3.04 RESTRUCTURING TAXES; OTHER TAXES RELATING TO THE
CONTRIBUTION OR DISTRIBUTION. Combined Specialty and Aon shall each be liable
for 50% of any Restructuring Taxes that are imposed as a result of neither a
Combined Specialty Tainting Act nor an Aon Tainting Act. In the case of the
imposition of a Restructuring Tax where there is both a Combined Specialty
Tainting Act and an Aon Tainting Act, and each of the Combined Specialty
Tainting Act and the Aon Tainting Act would alone be sufficient to result in the
imposition of such Restructuring Tax, Combined Specialty and Aon shall each be
liable for 50% of such Restructuring Tax.
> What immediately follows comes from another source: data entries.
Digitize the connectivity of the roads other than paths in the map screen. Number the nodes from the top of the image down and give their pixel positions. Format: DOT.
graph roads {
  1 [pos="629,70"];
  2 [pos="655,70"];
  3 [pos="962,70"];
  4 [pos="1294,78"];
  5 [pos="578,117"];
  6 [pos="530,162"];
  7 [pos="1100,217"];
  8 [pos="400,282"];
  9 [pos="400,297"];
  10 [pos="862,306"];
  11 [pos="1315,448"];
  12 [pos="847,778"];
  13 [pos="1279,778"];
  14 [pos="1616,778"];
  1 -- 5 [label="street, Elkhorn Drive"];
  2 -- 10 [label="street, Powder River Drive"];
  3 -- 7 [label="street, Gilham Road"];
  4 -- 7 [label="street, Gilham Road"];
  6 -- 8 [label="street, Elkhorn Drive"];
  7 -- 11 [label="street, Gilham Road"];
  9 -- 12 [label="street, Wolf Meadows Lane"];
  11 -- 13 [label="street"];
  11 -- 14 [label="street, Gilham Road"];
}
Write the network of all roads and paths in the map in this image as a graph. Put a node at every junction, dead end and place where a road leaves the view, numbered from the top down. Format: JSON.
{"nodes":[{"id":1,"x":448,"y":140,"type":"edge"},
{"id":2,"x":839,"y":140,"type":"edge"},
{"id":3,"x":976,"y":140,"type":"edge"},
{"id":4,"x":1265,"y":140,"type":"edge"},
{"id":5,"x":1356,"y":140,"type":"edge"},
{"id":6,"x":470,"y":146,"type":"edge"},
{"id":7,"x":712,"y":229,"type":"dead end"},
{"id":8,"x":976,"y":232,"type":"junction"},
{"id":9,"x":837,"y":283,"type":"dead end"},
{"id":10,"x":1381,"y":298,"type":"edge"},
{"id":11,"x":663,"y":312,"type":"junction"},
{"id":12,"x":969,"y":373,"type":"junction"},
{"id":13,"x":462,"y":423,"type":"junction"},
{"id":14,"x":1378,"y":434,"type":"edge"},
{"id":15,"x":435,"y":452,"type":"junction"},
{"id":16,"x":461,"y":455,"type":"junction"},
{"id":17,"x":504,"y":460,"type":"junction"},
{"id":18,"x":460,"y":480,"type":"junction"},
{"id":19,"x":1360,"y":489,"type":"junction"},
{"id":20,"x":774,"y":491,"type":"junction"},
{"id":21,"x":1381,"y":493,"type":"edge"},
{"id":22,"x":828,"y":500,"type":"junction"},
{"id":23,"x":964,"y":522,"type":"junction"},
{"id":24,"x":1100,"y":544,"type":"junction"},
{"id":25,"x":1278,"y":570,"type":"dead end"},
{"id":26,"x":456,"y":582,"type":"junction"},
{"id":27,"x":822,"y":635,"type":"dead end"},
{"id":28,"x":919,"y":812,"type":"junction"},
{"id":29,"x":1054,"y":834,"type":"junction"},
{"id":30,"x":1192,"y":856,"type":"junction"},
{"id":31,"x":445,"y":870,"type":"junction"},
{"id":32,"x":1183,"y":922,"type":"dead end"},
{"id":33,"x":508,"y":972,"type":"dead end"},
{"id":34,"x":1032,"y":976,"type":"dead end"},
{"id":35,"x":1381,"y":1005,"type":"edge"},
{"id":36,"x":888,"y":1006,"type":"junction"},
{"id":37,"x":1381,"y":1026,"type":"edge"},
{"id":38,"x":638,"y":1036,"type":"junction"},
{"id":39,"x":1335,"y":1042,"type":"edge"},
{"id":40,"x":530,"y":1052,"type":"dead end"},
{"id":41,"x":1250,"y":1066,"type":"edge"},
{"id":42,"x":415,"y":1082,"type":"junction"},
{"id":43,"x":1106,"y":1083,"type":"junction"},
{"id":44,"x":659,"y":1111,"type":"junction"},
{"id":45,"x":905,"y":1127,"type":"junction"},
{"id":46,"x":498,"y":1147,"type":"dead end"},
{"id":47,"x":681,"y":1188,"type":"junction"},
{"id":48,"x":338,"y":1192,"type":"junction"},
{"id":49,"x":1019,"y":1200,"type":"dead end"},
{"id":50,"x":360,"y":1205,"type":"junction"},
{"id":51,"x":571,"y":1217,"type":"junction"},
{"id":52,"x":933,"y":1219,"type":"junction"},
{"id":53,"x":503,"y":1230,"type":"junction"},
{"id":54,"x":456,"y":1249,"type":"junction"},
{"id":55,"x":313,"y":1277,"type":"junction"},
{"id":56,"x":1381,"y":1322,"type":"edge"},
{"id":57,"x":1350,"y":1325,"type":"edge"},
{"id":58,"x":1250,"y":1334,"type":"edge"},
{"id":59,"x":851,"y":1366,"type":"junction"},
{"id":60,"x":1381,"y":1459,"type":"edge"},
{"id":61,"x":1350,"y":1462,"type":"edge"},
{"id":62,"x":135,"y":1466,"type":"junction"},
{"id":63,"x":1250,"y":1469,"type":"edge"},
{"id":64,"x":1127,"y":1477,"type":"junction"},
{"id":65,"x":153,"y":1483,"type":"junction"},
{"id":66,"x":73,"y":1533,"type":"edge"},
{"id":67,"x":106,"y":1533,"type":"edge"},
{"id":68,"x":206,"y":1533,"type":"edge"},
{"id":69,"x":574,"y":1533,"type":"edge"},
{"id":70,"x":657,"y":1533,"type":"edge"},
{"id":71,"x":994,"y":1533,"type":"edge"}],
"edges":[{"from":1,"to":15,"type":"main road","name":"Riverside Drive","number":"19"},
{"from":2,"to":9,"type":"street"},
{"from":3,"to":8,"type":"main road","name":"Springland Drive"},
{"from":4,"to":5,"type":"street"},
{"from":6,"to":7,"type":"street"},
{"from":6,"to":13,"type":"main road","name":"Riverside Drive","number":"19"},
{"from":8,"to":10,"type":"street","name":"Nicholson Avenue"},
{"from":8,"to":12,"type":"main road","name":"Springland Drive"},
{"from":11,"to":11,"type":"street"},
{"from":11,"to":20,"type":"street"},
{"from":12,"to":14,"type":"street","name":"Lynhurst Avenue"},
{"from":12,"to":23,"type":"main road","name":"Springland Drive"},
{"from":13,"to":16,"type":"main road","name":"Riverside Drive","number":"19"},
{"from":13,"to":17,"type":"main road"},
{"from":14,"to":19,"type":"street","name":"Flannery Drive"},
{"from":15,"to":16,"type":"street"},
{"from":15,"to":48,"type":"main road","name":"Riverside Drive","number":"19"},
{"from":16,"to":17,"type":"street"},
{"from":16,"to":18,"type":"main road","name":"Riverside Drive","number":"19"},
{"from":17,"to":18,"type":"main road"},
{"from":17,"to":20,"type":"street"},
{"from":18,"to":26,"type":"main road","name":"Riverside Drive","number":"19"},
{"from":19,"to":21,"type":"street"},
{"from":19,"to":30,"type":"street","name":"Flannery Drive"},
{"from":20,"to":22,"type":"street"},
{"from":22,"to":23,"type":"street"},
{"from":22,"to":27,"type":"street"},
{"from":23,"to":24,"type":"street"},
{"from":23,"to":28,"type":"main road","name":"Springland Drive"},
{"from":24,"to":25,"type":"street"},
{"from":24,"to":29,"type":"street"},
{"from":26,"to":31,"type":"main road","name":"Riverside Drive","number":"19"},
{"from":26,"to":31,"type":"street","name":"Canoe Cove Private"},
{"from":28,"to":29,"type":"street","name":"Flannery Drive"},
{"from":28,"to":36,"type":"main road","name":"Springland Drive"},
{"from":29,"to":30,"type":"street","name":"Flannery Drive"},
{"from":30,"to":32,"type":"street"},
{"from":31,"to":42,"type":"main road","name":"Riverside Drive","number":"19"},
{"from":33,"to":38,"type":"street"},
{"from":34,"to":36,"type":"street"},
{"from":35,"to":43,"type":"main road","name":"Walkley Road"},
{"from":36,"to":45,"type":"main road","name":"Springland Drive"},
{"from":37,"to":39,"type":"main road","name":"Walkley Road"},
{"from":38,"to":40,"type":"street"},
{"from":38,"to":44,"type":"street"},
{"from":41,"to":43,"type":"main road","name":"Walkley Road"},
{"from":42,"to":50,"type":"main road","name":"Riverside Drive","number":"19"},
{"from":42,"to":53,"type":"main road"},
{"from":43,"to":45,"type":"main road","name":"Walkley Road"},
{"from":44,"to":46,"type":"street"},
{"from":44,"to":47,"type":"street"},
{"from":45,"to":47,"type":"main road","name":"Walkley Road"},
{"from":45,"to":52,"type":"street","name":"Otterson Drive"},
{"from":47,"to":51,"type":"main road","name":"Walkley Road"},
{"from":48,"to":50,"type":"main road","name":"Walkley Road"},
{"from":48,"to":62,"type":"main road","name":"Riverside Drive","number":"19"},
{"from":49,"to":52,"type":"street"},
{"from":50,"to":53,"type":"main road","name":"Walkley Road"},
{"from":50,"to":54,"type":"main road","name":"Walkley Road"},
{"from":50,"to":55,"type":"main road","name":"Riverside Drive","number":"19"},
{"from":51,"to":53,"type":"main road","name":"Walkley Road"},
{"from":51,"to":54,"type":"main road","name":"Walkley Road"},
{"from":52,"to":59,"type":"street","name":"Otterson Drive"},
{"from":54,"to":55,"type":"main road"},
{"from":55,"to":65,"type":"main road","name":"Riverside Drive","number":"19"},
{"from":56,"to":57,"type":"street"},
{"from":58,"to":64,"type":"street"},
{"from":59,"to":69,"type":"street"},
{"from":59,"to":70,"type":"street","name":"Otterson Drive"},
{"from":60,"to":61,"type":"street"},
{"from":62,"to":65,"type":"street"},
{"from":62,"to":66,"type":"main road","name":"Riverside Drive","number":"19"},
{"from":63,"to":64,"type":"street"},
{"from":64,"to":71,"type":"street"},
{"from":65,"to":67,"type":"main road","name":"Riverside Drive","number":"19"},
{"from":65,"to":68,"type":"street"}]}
In the case of a Restructuring Tax
that would not have been imposed but for the existence of both a Combined
Specialty Tainting Act and an Aon Tainting Act, Combined Specialty and Aon shall
be liable for such Restructuring Tax to the extent the Combined Specialty
Tainting Act and the Aon Tainting Act, respectively, contributed to the
imposition of such Restructuring Tax. Except as described in this Section 3.04,
Combined Specialty shall be liable for Restructuring Taxes imposed solely as a
result of a Combined Specialty Tainting Act, and Aon shall be liable for
Restructuring Taxes imposed solely as a result of an Aon Tainting Act.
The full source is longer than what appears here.